Why Does an SEO RFP Matter Before You Start Talking to Agencies?
Many companies skip the formal RFP and go straight to conversations with agencies they already know. The problem is that informal discussions rarely produce comparable information. One agency emphasizes technical work while another leads with content, and you end up trying to evaluate apples and shipping containers. A structured RFP creates a shared format so every vendor responds to the same questions, making evaluation far more objective.
An RFP also signals to agencies that you are a serious buyer. Vendors who receive detailed RFPs know you have done your homework. That context tends to attract responses that are more considered and specific — and it weeds out generalist shops that would otherwise submit boilerplate pitches.
“We’ve seen companies spend weeks in agency conversations before realizing they were never asking the same questions twice. A good RFP flips that process. It gives the client control over the evaluation from the start, and it tells you a lot about an agency just by how they respond to a structured document.” — Strategy Team, Emulent Marketing
What Background Information Should You Include About Your Business?
Before an agency can propose a meaningful strategy, they need context about who you are and what you’re trying to accomplish. This section sets the stage and keeps responses relevant to your actual situation rather than generic.
Include the following in your company background section:
- Company overview: A brief description of what your business does, the markets you serve, and your primary products or services.
- Current website and URL: The domain you need work on, including any subdomains or microsites that are in scope.
- Target audience: Who you’re trying to reach — demographics, decision-making roles, geographic focus, and purchase behavior if relevant.

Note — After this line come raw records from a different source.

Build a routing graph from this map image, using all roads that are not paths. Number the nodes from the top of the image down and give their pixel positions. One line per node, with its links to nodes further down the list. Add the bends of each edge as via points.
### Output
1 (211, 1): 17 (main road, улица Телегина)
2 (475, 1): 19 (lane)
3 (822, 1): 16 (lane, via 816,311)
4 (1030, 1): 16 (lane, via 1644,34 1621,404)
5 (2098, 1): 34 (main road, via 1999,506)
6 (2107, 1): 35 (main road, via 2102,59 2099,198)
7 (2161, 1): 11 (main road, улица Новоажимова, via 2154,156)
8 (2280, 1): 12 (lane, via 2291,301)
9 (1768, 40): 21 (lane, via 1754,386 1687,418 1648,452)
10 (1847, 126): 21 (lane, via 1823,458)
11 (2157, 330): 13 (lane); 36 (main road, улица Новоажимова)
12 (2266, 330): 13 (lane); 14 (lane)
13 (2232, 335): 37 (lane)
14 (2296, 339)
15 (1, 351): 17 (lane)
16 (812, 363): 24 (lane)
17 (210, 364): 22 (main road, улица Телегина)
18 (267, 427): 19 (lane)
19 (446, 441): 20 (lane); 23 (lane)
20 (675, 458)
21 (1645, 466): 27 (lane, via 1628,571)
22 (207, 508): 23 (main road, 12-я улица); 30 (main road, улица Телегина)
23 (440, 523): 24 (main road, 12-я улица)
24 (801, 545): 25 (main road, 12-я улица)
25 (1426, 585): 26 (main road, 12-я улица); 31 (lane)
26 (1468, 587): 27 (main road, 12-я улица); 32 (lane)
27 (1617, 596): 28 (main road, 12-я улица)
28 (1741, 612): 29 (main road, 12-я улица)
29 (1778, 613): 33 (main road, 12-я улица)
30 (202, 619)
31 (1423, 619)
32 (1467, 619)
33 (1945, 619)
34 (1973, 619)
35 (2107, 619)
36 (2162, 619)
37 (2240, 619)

- Current performance baseline: Share what you know — monthly organic traffic, current rankings for priority terms, top-performing pages, and any recent traffic changes. If you’ve experienced ranking drops, mention that too.

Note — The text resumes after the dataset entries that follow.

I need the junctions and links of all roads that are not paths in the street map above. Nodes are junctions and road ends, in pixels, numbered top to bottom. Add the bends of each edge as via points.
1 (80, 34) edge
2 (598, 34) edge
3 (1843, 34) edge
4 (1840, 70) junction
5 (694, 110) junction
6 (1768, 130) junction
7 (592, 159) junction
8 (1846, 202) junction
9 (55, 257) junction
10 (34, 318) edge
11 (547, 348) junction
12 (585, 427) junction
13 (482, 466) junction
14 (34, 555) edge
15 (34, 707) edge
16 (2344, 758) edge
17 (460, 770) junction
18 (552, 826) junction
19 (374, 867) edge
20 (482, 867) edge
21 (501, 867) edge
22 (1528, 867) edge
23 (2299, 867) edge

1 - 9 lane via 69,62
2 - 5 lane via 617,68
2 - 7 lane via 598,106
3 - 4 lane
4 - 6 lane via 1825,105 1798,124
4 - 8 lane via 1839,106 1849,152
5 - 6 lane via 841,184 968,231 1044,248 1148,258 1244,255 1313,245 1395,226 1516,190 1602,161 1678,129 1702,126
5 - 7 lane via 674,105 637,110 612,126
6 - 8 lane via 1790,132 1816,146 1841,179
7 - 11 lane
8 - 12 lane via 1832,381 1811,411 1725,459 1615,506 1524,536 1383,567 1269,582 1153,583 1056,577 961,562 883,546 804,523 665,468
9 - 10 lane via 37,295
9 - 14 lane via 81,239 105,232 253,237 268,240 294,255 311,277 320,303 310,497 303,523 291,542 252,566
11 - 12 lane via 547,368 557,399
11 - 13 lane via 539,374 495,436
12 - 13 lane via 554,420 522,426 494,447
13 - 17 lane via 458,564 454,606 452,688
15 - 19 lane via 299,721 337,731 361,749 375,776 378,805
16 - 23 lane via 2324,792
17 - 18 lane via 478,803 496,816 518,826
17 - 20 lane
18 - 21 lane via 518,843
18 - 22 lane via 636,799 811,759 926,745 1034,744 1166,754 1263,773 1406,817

- Competitive context: Name the competitors you most frequently lose business to online. This helps agencies show how they’d approach differentiation, not just rankings.

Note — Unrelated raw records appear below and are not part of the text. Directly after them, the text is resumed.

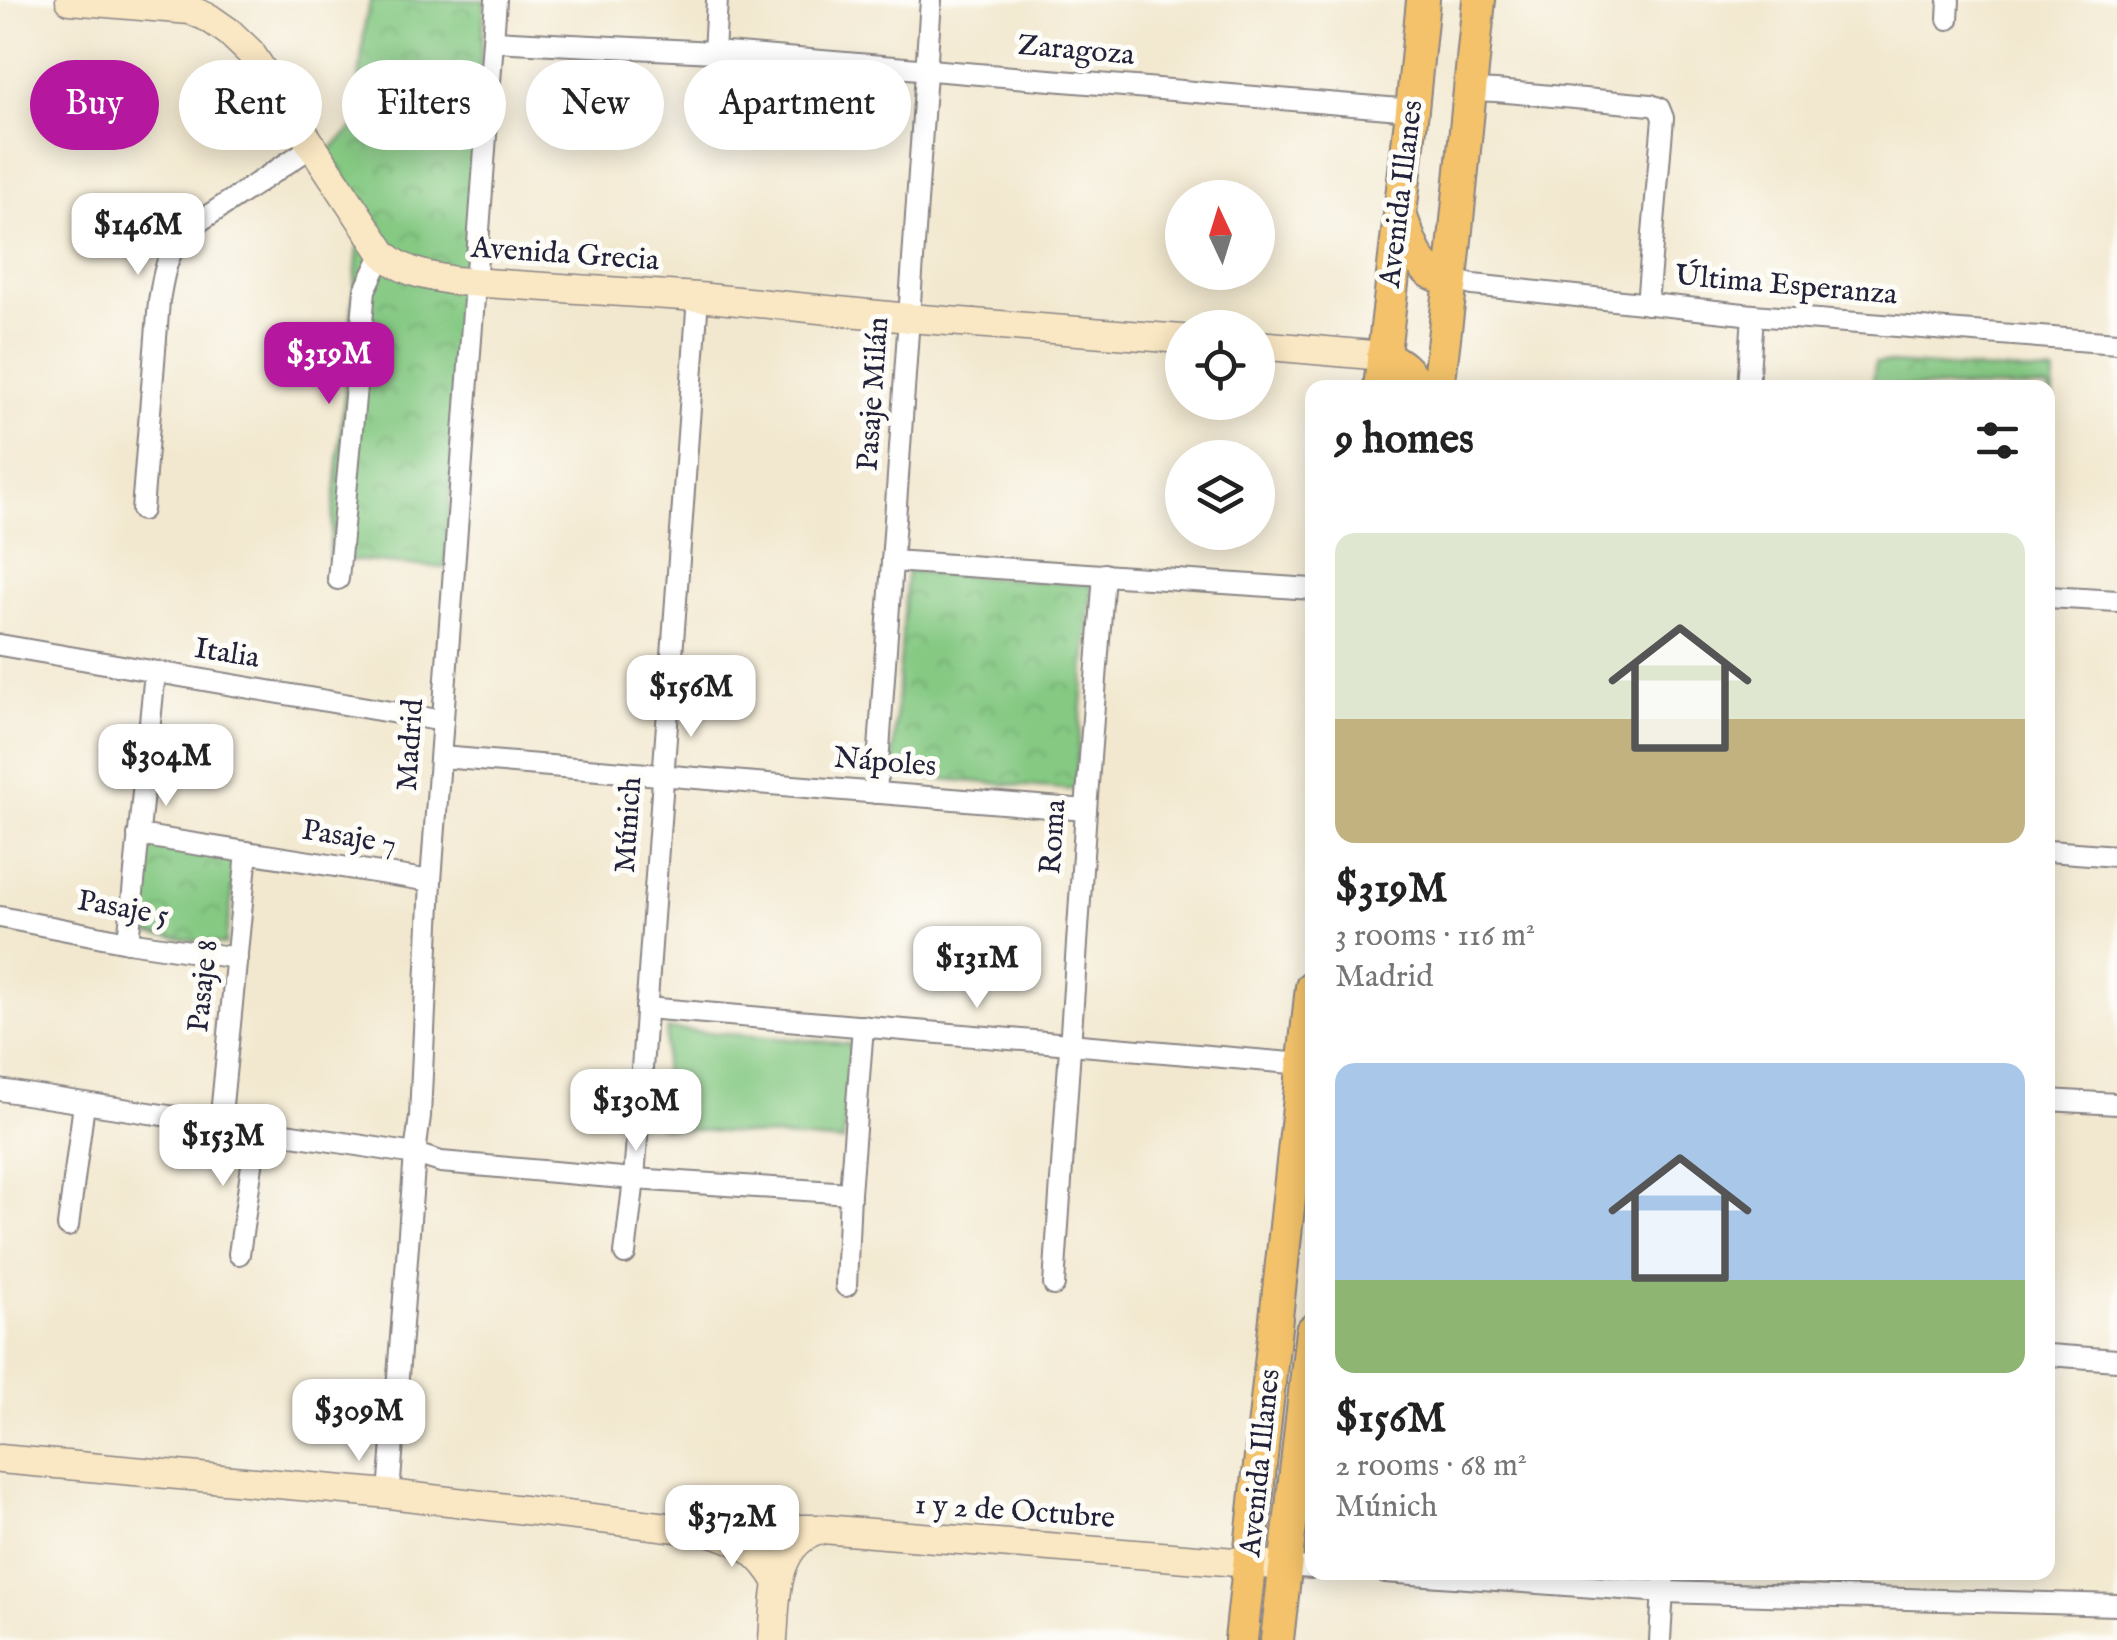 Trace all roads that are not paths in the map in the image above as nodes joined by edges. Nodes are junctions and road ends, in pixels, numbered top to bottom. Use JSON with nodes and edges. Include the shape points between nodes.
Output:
{"nodes":[{"id":1,"x":70,"y":0,"type":"edge"},
{"id":2,"x":496,"y":0,"type":"edge"},
{"id":3,"x":717,"y":0,"type":"edge"},
{"id":4,"x":932,"y":0,"type":"edge"},
{"id":5,"x":1423,"y":0,"type":"edge"},
{"id":6,"x":1479,"y":0,"type":"edge"},
{"id":7,"x":494,"y":41,"type":"junction"},
{"id":8,"x":714,"y":52,"type":"junction"},
{"id":9,"x":255,"y":60,"type":"edge"},
{"id":10,"x":926,"y":69,"type":"junction"},
{"id":11,"x":1468,"y":106,"type":"junction"},
{"id":12,"x":1412,"y":110,"type":"junction"},
{"id":13,"x":307,"y":150,"type":"edge"},
{"id":14,"x":316,"y":150,"type":"edge"},
{"id":15,"x":1399,"y":212,"type":"junction"},
{"id":16,"x":383,"y":253,"type":"junction"},
{"id":17,"x":1451,"y":280,"type":"junction"},
{"id":18,"x":476,"y":282,"type":"junction"},
{"id":19,"x":698,"y":297,"type":"junction"},
{"id":20,"x":1647,"y":304,"type":"junction"},
{"id":21,"x":1753,"y":315,"type":"junction"},
{"id":22,"x":909,"y":318,"type":"junction"},
{"id":23,"x":1165,"y":338,"type":"edge"},
{"id":24,"x":2117,"y":343,"type":"edge"},
{"id":25,"x":1275,"y":349,"type":"edge"},
{"id":26,"x":1381,"y":372,"type":"edge"},
{"id":27,"x":1413,"y":380,"type":"edge"},
{"id":28,"x":1439,"y":380,"type":"edge"},
{"id":29,"x":1749,"y":380,"type":"edge"},
{"id":30,"x":142,"y":510,"type":"dead end"},
{"id":31,"x":892,"y":561,"type":"junction"},
{"id":32,"x":1104,"y":574,"type":"junction"},
{"id":33,"x":338,"y":580,"type":"dead end"},
{"id":34,"x":1305,"y":588,"type":"edge"},
{"id":35,"x":2055,"y":598,"type":"edge"},
{"id":36,"x":2117,"y":602,"type":"edge"},
{"id":37,"x":0,"y":645,"type":"edge"},
{"id":38,"x":154,"y":672,"type":"junction"},
{"id":39,"x":443,"y":721,"type":"junction"},
{"id":40,"x":441,"y":756,"type":"junction"},
{"id":41,"x":663,"y":775,"type":"junction"},
{"id":42,"x":876,"y":793,"type":"junction"},
{"id":43,"x":1086,"y":810,"type":"junction"},
{"id":44,"x":138,"y":835,"type":"junction"},
{"id":45,"x":248,"y":852,"type":"junction"},
{"id":46,"x":2055,"y":852,"type":"edge"},
{"id":47,"x":2117,"y":856,"type":"edge"},
{"id":48,"x":431,"y":881,"type":"junction"},
{"id":49,"x":0,"y":918,"type":"edge"},
{"id":50,"x":128,"y":942,"type":"junction"},
{"id":51,"x":236,"y":958,"type":"junction"},
{"id":52,"x":646,"y":1008,"type":"junction"},
{"id":53,"x":863,"y":1026,"type":"junction"},
{"id":54,"x":1069,"y":1044,"type":"junction"},
{"id":55,"x":1305,"y":1054,"type":"edge"},
{"id":56,"x":1304,"y":1064,"type":"junction"},
{"id":57,"x":0,"y":1090,"type":"edge"},
{"id":58,"x":2055,"y":1100,"type":"edge"},
{"id":59,"x":84,"y":1104,"type":"junction"},
{"id":60,"x":2117,"y":1104,"type":"edge"},
{"id":61,"x":220,"y":1125,"type":"junction"},
{"id":62,"x":257,"y":1131,"type":"junction"},
{"id":63,"x":414,"y":1154,"type":"junction"},
{"id":64,"x":634,"y":1179,"type":"junction"},
{"id":65,"x":850,"y":1193,"type":"junction"},
{"id":66,"x":68,"y":1226,"type":"dead end"},
{"id":67,"x":239,"y":1254,"type":"dead end"},
{"id":68,"x":625,"y":1254,"type":"dead end"},
{"id":69,"x":1054,"y":1285,"type":"dead end"},
{"id":70,"x":846,"y":1286,"type":"dead end"},
{"id":71,"x":2055,"y":1356,"type":"edge"},
{"id":72,"x":2117,"y":1360,"type":"edge"},
{"id":73,"x":0,"y":1459,"type":"edge"},
{"id":74,"x":1305,"y":1468,"type":"edge"},
{"id":75,"x":389,"y":1494,"type":"junction"},
{"id":76,"x":822,"y":1529,"type":"junction"},
{"id":77,"x":712,"y":1532,"type":"junction"},
{"id":78,"x":1251,"y":1563,"type":"junction"},
{"id":79,"x":1300,"y":1567,"type":"edge"},
{"id":80,"x":1608,"y":1580,"type":"edge"},
{"id":81,"x":777,"y":1582,"type":"junction"},
{"id":82,"x":1664,"y":1582,"type":"edge"},
{"id":83,"x":2117,"y":1605,"type":"edge"},
{"id":84,"x":773,"y":1640,"type":"edge"},
{"id":85,"x":1241,"y":1640,"type":"edge"},
{"id":86,"x":1277,"y":1640,"type":"edge"},
{"id":87,"x":1660,"y":1640,"type":"edge"}],
"edges":[{"from":1,"to":9,"type":"street","name":"Avenida Grecia","via":[[190,10],[229,32]]},
{"from":2,"to":7,"type":"street","name":"Madrid"},
{"from":3,"to":8,"type":"street"},
{"from":4,"to":10,"type":"street","name":"Pasaje Milán"},
{"from":5,"to":12,"type":"main road","name":"Avenida Illanes"},
{"from":6,"to":11,"type":"main road","name":"Avenida Illanes"},
{"from":7,"to":8,"type":"street","name":"Zaragoza"},
{"from":7,"to":18,"type":"street","name":"Madrid"},
{"from":8,"to":10,"type":"street","name":"Zaragoza"},
{"from":10,"to":12,"type":"street","name":"Zaragoza"},
{"from":10,"to":22,"type":"street","name":"Pasaje Milán"},
{"from":11,"to":12,"type":"main road"},
{"from":11,"to":17,"type":"main road","name":"Avenida Illanes"},
{"from":11,"to":20,"type":"street","via":[[1496,90],[1659,108]]},
{"from":12,"to":15,"type":"main road","name":"Avenida Illanes"},
{"from":13,"to":30,"type":"street","via":[[173,246],[159,301]]},
{"from":14,"to":16,"type":"street","name":"Avenida Grecia"},
{"from":15,"to":17,"type":"main road","via":[[1426,268]]},
{"from":15,"to":26,"type":"main road","name":"Avenida Illanes"},
{"from":16,"to":18,"type":"street","name":"Avenida Grecia","via":[[416,274]]},
{"from":16,"to":33,"type":"street","via":[[365,290]]},
{"from":17,"to":20,"type":"street","name":"Última Esperanza"},
{"from":17,"to":28,"type":"main road","name":"Avenida Illanes"},
{"from":18,"to":19,"type":"street","name":"Avenida Grecia"},
{"from":18,"to":39,"type":"street","name":"Madrid"},
{"from":19,"to":22,"type":"street","name":"Avenida Grecia"},
{"from":19,"to":41,"type":"street","name":"Múnich"},
{"from":20,"to":21,"type":"street","name":"Última Esperanza"},
{"from":21,"to":24,"type":"street","name":"Última Esperanza"},
{"from":21,"to":29,"type":"street"},
{"from":22,"to":23,"type":"street","name":"Avenida Grecia"},
{"from":22,"to":31,"type":"street","name":"Pasaje Milán"},
{"from":25,"to":26,"type":"street"},
{"from":26,"to":27,"type":"main road","via":[[1397,362]]},
{"from":31,"to":32,"type":"street"},
{"from":31,"to":42,"type":"street","name":"Pasaje Milán"},
{"from":32,"to":34,"type":"street"},
{"from":32,"to":43,"type":"street","name":"Roma"},
{"from":35,"to":36,"type":"street"},
{"from":37,"to":38,"type":"street","name":"Italia"},
{"from":38,"to":39,"type":"street","name":"Italia"},
{"from":38,"to":44,"type":"street"},
{"from":39,"to":40,"type":"street","name":"Madrid"},
{"from":40,"to":41,"type":"street","name":"Nápoles"},
{"from":40,"to":48,"type":"street","name":"Madrid"},
{"from":41,"to":42,"type":"street","name":"Nápoles"},
{"from":41,"to":52,"type":"street","name":"Múnich"},
{"from":42,"to":43,"type":"street","name":"Nápoles"},
{"from":43,"to":54,"type":"street","name":"Roma"},
{"from":44,"to":45,"type":"street","name":"Pasaje 7"},
{"from":44,"to":50,"type":"street"},
{"from":45,"to":48,"type":"street","name":"Pasaje 7"},
{"from":45,"to":51,"type":"street","name":"Pasaje 8"},
{"from":46,"to":47,"type":"street"},
{"from":48,"to":63,"type":"street","name":"Madrid"},
{"from":49,"to":50,"type":"street","name":"Pasaje 5"},
{"from":50,"to":51,"type":"street","name":"Pasaje 5"},
{"from":51,"to":61,"type":"street","name":"Pasaje 8"},
{"from":52,"to":53,"type":"street"},
{"from":52,"to":64,"type":"street","name":"Múnich"},
{"from":53,"to":54,"type":"street"},
{"from":53,"to":65,"type":"street"},
{"from":54,"to":56,"type":"street"},
{"from":54,"to":69,"type":"street","name":"Roma"},
{"from":55,"to":56,"type":"main road","name":"Avenida Illanes"},
{"from":56,"to":78,"type":"main road","name":"Avenida Illanes"},
{"from":57,"to":59,"type":"street"},
{"from":58,"to":60,"type":"street"},
{"from":59,"to":61,"type":"street"},
{"from":59,"to":66,"type":"street"},
{"from":61,"to":62,"type":"street"},
{"from":62,"to":63,"type":"street"},
{"from":62,"to":67,"type":"street"},
{"from":63,"to":64,"type":"street"},
{"from":63,"to":75,"type":"street","name":"Madrid"},
{"from":64,"to":65,"type":"street"},
{"from":64,"to":68,"type":"street","name":"Múnich"},
{"from":65,"to":70,"type":"street"},
{"from":71,"to":72,"type":"street"},
{"from":73,"to":75,"type":"street","name":"1 y 2 de Octubre"},
{"from":74,"to":79,"type":"main road","name":"Avenida Illanes"},
{"from":75,"to":77,"type":"street","name":"1 y 2 de Octubre"},
{"from":76,"to":77,"type":"street","name":"1 y 2 de Octubre"},
{"from":76,"to":78,"type":"street","name":"1 y 2 de Octubre"},
{"from":76,"to":81,"type":"street","via":[[792,1548]]},
{"from":77,"to":81,"type":"street","name":"1 y 2 de Octubre","via":[[754,1551]]},
{"from":78,"to":79,"type":"street","name":"1 y 2 de Octubre"},
{"from":78,"to":85,"type":"main road","name":"Avenida Illanes"},
{"from":79,"to":86,"type":"main road","name":"Avenida Illanes"},
{"from":80,"to":82,"type":"street"},
{"from":81,"to":84,"type":"street"},
{"from":82,"to":83,"type":"street"},
{"from":82,"to":87,"type":"street"}]}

- Prior SEO history: Any previous agency relationships, in-house efforts, or Google penalties (manual actions or algorithmic impacts) are worth disclosing. Penalty history is a fact agencies need to scope work accurately.
How Should You Define the Scope of Work in an SEO RFP?
The scope section is where most RFPs either shine or fall apart. Vague scopes attract vague proposals. If you want agencies to tell you specifically how they’ll approach your situation, you need to tell them specifically what you need.
Scope categories to define clearly:
- Technical SEO: State whether you need a full technical audit covering crawlability, site speed, Core Web Vitals, structured data, index health, and redirect architecture. If your site recently went through a redesign or migration, call that out.
- Keyword research: Describe whether you need foundational keyword research, a gap analysis against competitors, or a full topic cluster build-out. Specifying the depth here directly affects how agencies scope time and price.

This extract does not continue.